Material shown:
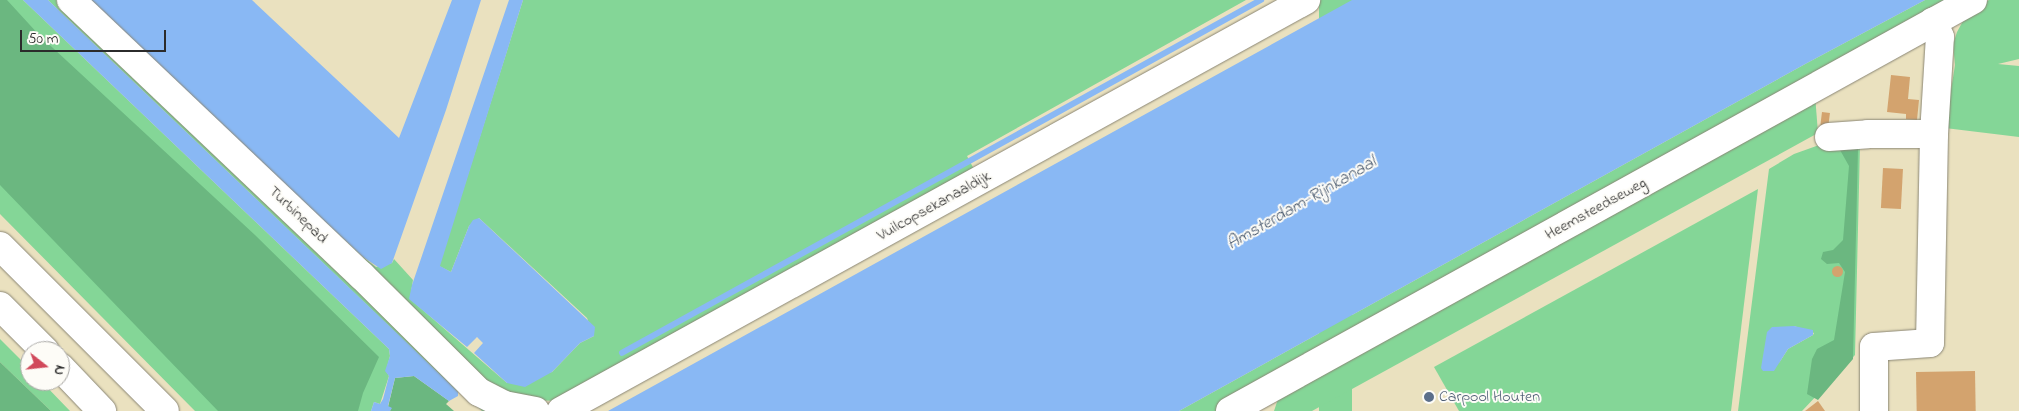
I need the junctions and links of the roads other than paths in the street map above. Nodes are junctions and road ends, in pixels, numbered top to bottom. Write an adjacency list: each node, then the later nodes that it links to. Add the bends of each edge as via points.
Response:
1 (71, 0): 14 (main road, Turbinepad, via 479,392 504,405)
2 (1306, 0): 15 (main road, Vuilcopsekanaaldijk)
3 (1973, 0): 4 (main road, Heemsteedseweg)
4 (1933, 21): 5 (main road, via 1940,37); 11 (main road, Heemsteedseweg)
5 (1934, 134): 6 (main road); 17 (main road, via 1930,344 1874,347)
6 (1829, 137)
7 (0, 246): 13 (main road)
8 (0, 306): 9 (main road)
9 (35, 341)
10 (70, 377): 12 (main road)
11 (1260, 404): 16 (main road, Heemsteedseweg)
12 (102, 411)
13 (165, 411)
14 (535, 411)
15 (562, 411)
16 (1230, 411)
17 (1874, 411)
--
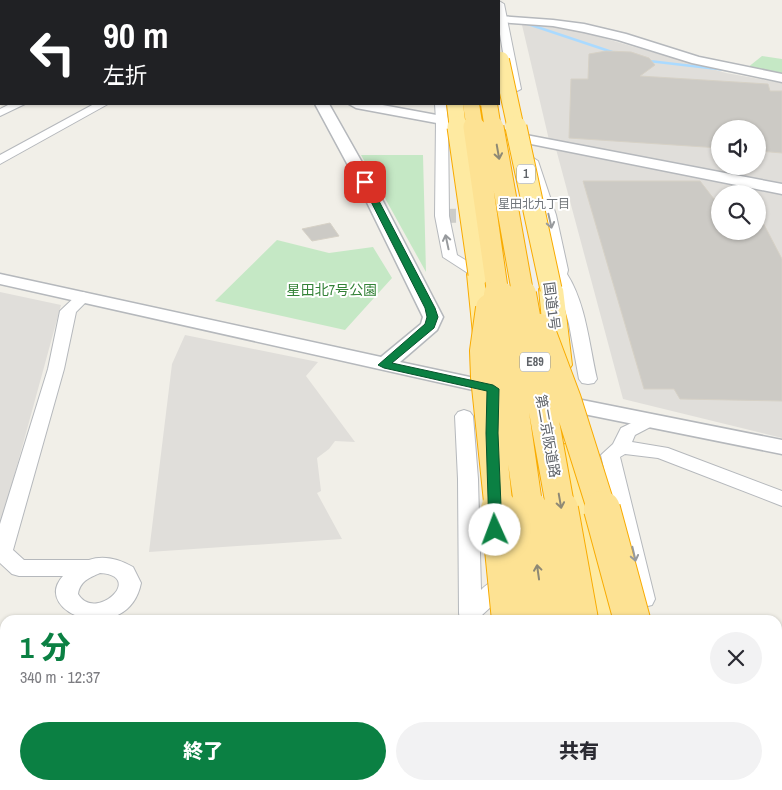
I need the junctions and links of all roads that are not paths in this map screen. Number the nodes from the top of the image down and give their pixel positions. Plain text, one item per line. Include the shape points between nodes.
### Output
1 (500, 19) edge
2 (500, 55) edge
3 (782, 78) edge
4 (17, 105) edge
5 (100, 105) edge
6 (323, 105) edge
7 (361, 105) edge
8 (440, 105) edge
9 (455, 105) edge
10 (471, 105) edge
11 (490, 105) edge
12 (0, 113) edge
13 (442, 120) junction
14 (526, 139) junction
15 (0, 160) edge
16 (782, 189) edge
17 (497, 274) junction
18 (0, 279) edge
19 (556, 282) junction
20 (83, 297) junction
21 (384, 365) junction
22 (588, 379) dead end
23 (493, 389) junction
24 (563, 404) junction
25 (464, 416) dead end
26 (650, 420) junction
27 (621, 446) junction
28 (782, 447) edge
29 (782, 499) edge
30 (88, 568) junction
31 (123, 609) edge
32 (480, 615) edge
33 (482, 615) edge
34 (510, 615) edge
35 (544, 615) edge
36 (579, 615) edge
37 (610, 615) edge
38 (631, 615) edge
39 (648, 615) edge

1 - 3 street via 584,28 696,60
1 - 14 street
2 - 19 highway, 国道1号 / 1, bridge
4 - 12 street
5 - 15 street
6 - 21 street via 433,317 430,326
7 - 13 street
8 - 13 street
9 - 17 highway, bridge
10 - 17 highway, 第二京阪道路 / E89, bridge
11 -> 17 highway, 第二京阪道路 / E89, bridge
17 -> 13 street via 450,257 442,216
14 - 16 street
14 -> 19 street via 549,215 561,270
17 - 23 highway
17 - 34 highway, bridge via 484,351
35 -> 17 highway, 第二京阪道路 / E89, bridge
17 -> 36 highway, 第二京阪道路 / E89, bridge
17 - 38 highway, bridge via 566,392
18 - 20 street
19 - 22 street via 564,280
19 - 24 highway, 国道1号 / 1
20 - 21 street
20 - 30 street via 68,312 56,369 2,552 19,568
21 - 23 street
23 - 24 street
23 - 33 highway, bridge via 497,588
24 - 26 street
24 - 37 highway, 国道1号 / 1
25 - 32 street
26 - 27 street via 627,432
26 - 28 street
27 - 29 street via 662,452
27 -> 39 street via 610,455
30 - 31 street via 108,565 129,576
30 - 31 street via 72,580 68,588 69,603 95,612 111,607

Assignment:
From the listing above, count every line where the word "roads" occurs; the answer is that number and nothing else.

Written response:
2